According to the developers’ update, July 11 will be the last day for PC users to play Lemnis Gate at all. PC players “will be unable to play beyond that point,” although console players will “access local multiplayer and training modes” on their devices, seemingly indefinitely. Once the game ends, some players are pleading with the developers in the comments section of the announcement(opens in new tab), but there hasn’t been any sign of a response as of yet. I assume it’s bad luck if you just recently purchased the game.
Fair enough, the likelihood that anyone has paid for Lemnis Gate in the recent months is actually quite low. The game’s concurrent player count has hardly ever managed to reach double digits since it last went on sale—for 60% off—in October of last year. Five players are listed as in-game as of the time of writing on Steam DB . It is simple to understand why the studio is cutting the cord.

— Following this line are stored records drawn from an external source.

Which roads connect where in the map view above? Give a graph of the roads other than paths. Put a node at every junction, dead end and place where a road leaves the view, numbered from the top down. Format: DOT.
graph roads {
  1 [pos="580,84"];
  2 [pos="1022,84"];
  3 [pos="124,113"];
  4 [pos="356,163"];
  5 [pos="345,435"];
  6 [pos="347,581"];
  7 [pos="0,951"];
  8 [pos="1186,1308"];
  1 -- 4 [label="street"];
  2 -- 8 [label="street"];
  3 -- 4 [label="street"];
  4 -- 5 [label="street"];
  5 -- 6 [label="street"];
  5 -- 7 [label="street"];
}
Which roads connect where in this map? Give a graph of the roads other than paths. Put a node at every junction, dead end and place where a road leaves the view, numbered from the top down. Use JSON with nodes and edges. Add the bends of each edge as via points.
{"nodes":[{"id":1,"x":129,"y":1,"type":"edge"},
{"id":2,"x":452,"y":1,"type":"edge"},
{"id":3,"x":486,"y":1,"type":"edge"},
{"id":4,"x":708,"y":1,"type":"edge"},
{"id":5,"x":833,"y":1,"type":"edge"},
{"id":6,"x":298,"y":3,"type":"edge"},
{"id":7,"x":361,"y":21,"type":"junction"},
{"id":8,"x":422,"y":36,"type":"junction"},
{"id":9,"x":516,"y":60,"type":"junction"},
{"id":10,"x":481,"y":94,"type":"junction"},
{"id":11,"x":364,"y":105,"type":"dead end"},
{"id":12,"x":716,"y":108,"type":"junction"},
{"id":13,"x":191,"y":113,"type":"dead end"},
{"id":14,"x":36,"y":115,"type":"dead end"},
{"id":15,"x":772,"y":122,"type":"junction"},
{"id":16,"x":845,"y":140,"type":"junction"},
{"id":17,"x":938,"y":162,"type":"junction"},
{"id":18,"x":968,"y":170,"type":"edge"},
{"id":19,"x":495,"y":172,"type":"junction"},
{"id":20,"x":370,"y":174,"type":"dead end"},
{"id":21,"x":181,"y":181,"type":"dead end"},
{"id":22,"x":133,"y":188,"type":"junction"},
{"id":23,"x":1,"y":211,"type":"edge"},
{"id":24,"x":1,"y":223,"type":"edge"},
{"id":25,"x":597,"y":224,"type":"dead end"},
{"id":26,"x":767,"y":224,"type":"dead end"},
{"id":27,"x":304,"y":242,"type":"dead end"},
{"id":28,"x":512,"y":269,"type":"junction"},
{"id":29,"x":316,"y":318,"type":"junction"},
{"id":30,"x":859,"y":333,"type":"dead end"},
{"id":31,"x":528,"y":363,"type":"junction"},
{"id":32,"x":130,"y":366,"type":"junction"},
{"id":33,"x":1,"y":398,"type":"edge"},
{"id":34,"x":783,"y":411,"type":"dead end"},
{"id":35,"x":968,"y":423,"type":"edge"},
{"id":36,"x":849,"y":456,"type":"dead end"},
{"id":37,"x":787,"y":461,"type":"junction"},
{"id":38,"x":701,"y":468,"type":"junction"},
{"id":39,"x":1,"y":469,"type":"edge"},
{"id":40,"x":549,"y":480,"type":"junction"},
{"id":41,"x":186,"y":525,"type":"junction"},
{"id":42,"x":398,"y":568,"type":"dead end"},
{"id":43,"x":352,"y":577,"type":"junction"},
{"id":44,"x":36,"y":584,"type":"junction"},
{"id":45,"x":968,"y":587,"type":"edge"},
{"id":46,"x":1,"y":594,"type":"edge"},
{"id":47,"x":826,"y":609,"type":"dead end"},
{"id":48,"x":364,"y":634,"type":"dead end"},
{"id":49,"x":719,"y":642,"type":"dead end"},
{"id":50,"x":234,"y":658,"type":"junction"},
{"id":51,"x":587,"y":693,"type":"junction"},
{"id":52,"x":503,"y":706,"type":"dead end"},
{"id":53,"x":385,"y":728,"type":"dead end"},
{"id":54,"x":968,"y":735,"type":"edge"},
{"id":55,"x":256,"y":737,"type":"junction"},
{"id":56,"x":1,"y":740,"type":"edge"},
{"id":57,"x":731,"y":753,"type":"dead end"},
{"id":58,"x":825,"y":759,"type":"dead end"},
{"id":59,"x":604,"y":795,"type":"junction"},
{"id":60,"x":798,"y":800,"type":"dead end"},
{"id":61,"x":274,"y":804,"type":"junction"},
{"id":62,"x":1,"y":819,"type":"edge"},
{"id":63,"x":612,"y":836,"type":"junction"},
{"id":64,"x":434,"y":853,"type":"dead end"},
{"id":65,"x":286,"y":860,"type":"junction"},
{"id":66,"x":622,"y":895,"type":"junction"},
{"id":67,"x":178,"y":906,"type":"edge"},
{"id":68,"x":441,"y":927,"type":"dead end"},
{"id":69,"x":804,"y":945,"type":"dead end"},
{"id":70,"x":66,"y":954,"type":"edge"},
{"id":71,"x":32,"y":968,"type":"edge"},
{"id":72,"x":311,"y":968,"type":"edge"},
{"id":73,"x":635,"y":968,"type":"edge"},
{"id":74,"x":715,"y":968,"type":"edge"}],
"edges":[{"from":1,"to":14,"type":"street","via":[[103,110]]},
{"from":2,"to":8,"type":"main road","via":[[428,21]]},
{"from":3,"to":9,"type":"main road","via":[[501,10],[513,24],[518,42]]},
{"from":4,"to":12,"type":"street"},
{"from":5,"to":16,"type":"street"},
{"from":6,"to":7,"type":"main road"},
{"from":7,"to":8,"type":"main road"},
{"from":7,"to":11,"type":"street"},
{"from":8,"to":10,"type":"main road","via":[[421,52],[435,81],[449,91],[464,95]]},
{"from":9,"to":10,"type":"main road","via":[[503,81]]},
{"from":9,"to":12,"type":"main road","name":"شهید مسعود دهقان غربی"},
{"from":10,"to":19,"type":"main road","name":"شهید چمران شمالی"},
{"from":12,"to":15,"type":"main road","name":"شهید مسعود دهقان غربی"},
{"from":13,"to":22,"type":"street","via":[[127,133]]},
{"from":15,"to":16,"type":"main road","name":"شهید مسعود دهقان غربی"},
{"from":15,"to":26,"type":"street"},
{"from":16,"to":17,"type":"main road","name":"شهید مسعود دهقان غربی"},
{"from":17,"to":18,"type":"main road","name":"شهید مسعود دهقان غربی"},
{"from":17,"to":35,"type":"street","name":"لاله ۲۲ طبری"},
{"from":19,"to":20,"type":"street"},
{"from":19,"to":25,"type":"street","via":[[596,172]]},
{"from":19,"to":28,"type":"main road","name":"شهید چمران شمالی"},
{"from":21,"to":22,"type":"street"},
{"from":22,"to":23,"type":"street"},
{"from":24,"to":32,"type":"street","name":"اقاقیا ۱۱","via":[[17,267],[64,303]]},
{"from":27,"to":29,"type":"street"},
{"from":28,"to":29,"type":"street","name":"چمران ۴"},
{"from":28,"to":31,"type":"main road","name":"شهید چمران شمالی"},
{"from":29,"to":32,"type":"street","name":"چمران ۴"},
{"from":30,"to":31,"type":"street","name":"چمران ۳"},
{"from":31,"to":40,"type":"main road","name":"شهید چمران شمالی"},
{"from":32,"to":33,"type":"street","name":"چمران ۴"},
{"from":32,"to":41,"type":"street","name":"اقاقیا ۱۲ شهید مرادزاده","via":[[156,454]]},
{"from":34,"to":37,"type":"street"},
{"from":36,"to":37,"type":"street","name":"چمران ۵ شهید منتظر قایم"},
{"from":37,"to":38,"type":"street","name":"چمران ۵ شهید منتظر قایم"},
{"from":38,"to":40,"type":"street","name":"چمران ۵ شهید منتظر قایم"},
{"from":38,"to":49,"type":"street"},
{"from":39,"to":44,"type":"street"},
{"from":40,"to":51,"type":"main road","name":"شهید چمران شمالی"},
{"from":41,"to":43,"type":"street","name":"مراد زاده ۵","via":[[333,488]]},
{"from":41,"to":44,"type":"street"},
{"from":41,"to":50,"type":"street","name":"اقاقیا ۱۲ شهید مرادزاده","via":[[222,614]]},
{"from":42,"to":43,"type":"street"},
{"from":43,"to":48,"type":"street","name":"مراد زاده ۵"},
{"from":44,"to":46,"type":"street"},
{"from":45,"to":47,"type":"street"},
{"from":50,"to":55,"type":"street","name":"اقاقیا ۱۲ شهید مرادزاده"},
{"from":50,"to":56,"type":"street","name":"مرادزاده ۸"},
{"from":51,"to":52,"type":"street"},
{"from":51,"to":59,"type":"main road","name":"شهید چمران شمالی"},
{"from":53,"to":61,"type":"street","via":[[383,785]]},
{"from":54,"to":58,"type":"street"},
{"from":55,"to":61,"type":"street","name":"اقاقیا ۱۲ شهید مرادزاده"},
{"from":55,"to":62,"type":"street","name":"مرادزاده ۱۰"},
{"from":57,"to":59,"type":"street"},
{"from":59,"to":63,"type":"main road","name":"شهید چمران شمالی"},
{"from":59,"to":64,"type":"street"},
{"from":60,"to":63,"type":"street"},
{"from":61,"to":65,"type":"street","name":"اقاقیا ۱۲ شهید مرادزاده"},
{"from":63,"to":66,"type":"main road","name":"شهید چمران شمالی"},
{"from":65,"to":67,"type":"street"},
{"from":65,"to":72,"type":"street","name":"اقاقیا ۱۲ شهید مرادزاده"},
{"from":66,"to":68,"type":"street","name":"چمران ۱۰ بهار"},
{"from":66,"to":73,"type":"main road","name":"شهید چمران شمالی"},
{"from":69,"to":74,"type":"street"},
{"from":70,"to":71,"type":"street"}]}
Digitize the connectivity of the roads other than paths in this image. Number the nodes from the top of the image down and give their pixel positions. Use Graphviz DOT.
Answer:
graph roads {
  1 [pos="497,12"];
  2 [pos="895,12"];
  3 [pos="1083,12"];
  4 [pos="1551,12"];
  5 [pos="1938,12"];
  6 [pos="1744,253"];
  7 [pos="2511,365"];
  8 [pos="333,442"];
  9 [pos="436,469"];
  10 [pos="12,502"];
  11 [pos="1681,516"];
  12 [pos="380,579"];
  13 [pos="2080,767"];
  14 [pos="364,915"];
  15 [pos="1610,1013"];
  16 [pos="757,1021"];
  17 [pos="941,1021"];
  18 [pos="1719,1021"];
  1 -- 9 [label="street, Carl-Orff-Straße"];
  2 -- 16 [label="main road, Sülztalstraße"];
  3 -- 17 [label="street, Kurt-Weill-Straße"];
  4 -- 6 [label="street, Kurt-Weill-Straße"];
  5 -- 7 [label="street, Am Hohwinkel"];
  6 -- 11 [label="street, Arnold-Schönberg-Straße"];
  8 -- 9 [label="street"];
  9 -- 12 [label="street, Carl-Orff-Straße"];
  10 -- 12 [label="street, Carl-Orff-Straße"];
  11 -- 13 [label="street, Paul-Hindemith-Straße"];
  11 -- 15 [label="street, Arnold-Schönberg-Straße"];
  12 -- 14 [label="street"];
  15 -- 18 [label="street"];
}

It is unfortunate, even though it is not a surprise. When Lemnis Gate was published in 2021, its fundamental mechanic—using temporal shenanigans to interfere with your opponent’s plays in earlier rounds—felt very new and extremely strange. The game was intriguing and unique. In his Lemnis Gate review(opens in new tab) for PCG at the time, Robert Zak gave the game an 84% rating and praised it for its “clever planning” and “dextrous gunplay,” but he also noted that even at the time, it had low player numbers that made it difficult to locate a game.
In recent years, game shutdowns have become somewhat of a massacre. Lemnis Gate joins the questionable company of games that have just relocated to a lovely farm in upstate New York, including Hyperscape, Babylon’s Fall, Fuser, and a whole host of others. Let’s hope that this one will be the one to end the skid.